[Start of section]

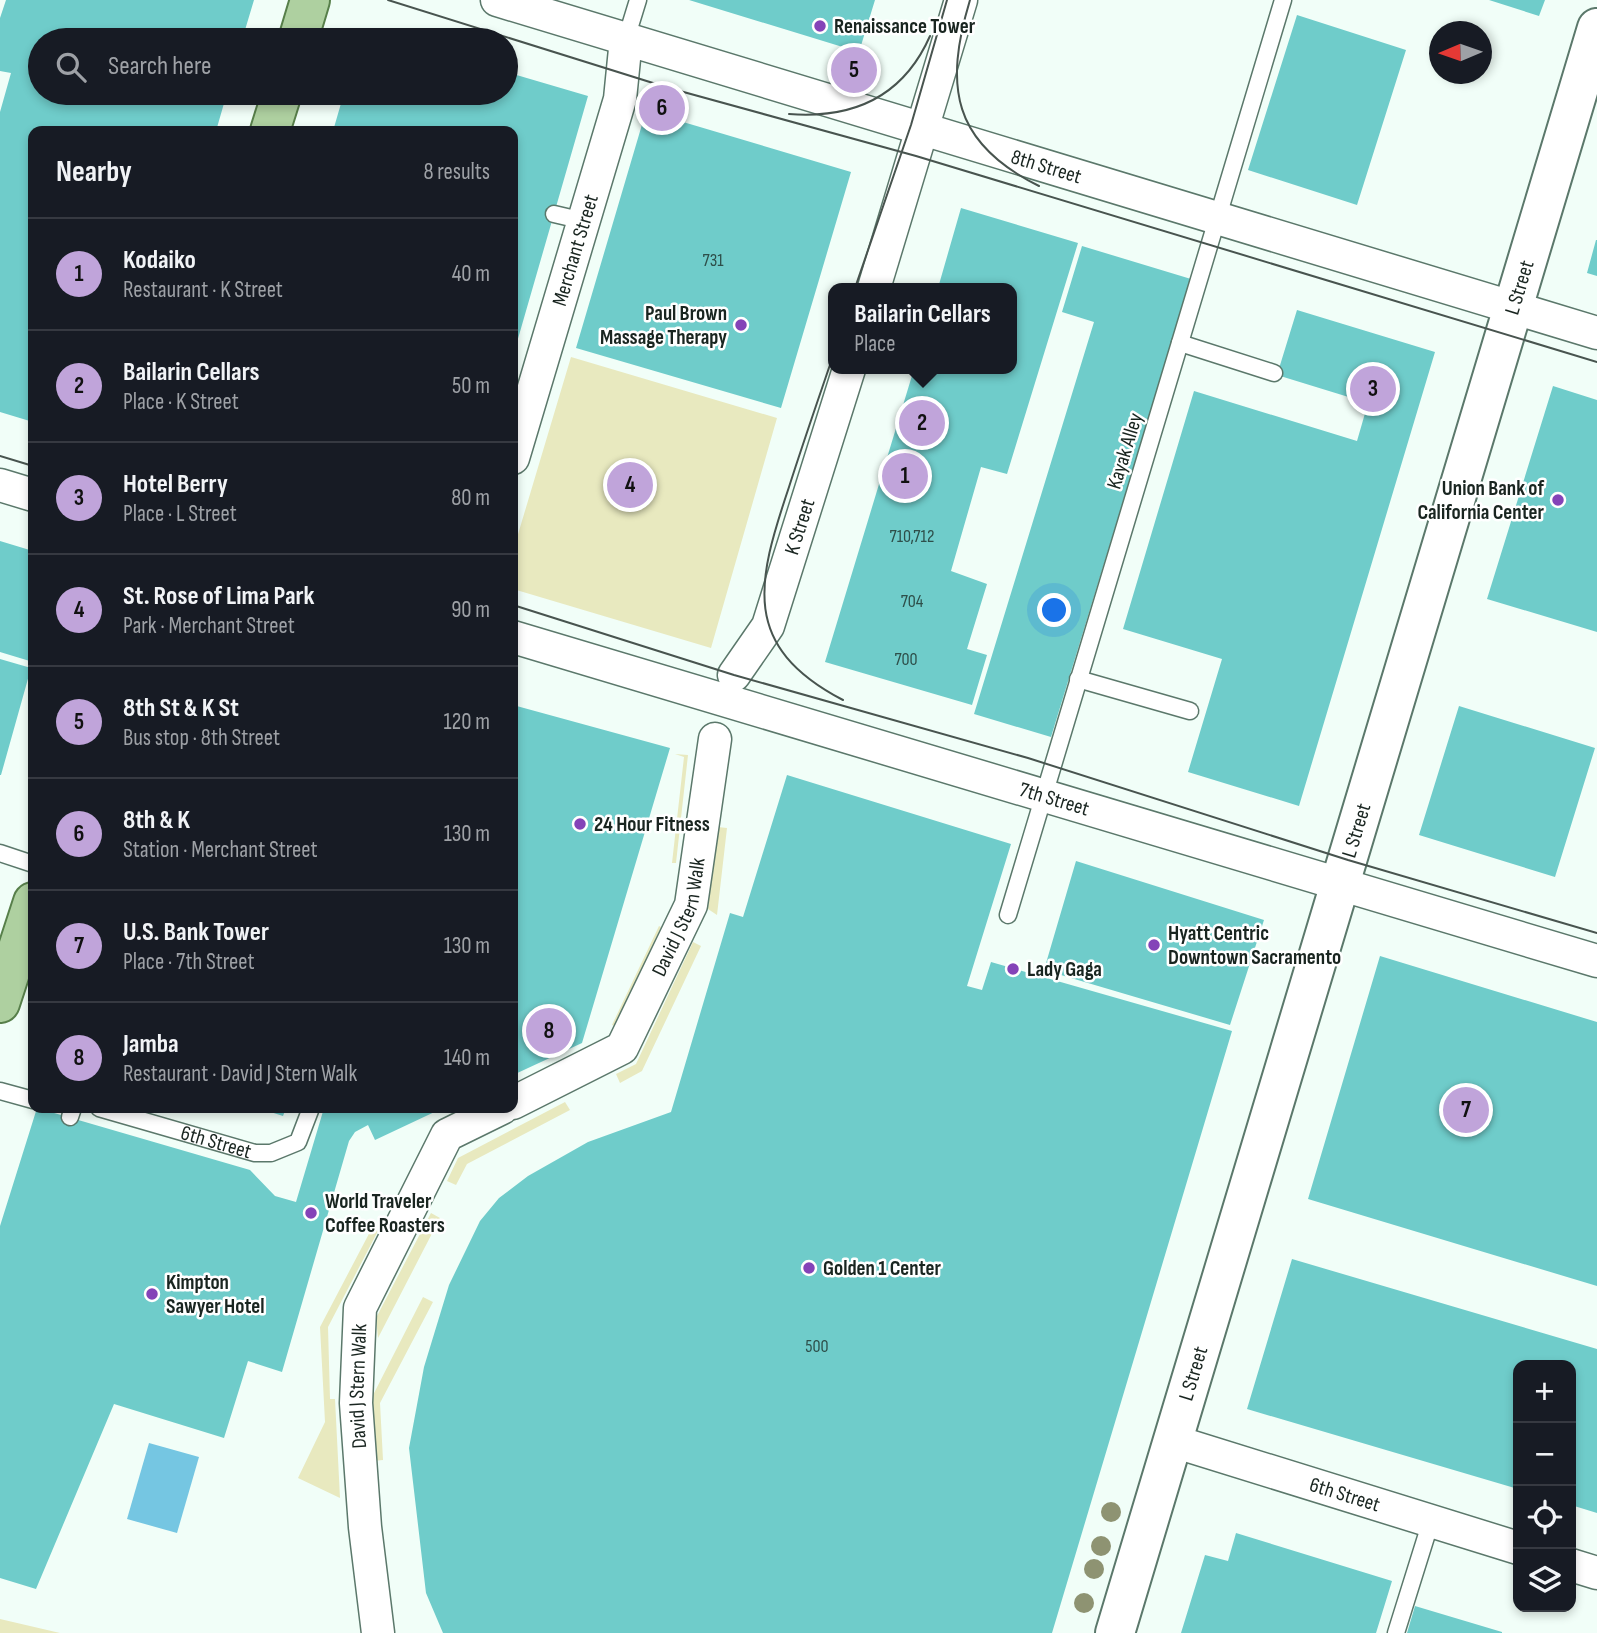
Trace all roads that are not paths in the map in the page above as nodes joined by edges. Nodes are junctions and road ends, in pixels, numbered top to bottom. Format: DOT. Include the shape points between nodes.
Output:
graph roads {
  1 [pos="310,0"];
  2 [pos="497,0"];
  3 [pos="638,0"];
  4 [pos="961,0"];
  5 [pos="1283,0"];
  6 [pos="302,28"];
  7 [pos="1597,28"];
  8 [pos="626,39"];
  9 [pos="278,105"];
  10 [pos="272,126"];
  11 [pos="923,129"];
  12 [pos="1217,218"];
  13 [pos="876,283"];
  14 [pos="1514,307"];
  15 [pos="1597,333"];
  16 [pos="1180,344"];
  17 [pos="1273,373"];
  18 [pos="847,374"];
  19 [pos="518,436"];
  20 [pos="0,485"];
  21 [pos="28,493"];
  22 [pos="518,638"];
  23 [pos="734,675"];
  24 [pos="1078,679"];
  25 [pos="1190,711"];
  26 [pos="715,739"];
  27 [pos="1044,795"];
  28 [pos="0,853"];
  29 [pos="28,861"];
  30 [pos="1341,884"];
  31 [pos="1008,915"];
  32 [pos="28,924"];
  33 [pos="1597,961"];
  34 [pos="0,1003"];
  35 [pos="0,1091"];
  36 [pos="28,1099"];
  37 [pos="518,1100"];
  38 [pos="116,1113"];
  39 [pos="309,1113"];
  40 [pos="492,1113"];
  41 [pos="1174,1441"];
  42 [pos="1431,1521"];
  43 [pos="1513,1546"];
  44 [pos="1576,1567"];
  45 [pos="1597,1573"];
  46 [pos="378,1633"];
  47 [pos="1115,1633"];
  48 [pos="1396,1633"];
  1 -- 6 [label="main road"];
  2 -- 8 [label="street, 8th Street"];
  3 -- 8 [label="lane"];
  4 -- 11 [label="street"];
  5 -- 12 [label="lane, Kayak Alley"];
  7 -- 14 [label="main road, L Street"];
  8 -- 11 [label="street, 8th Street"];
  8 -- 19 [label="street, Merchant Street" via="620,99 569,217"];
  9 -- 10 [label="main road"];
  11 -- 12 [label="street, 8th Street"];
  11 -- 13 [label="street"];
  12 -- 14 [label="street, 8th Street"];
  12 -- 16 [label="lane, Kayak Alley"];
  14 -- 15 [label="street, 8th Street"];
  14 -- 30 [label="main road, L Street"];
  16 -- 17 [label="lane"];
  16 -- 24 [label="lane, Kayak Alley"];
  18 -- 23 [label="street, K Street" via="768,626"];
  20 -- 21 [label="street"];
  22 -- 27 [label="street, 7th Street"];
  24 -- 25 [label="lane"];
  24 -- 27 [label="lane, Kayak Alley"];
  26 -- 37 [label="street, David J Stern Walk" via="691,905 622,1048"];
  27 -- 30 [label="street, 7th Street"];
  27 -- 31 [label="lane, Kayak Alley"];
  28 -- 29 [label="lane"];
  30 -- 33 [label="street, 7th Street"];
  30 -- 41 [label="main road, L Street"];
  32 -- 34 [label="main road"];
  35 -- 36 [label="lane"];
  38 -- 39 [label="lane, 6th Street" via="255,1153 271,1153 298,1142"];
  40 -- 46 [label="street, David J Stern Walk" via="447,1135 360,1308 356,1403"];
  41 -- 42 [label="street, 6th Street"];
  41 -- 47 [label="main road, L Street"];
  42 -- 43 [label="street, 6th Street"];
  42 -- 48 [label="lane"];
  44 -- 45 [label="street"];
}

[End of section]

• **Prompt**
Every line holding the word "roads" should be copied out of the material.

• **Written answer**
Trace all roads that are not paths in the map in the page above as nodes joined by edges. Nodes are junctions and road ends, in pixels, numbered top to bottom. Format: DOT. Include the shape points between nodes.
graph roads {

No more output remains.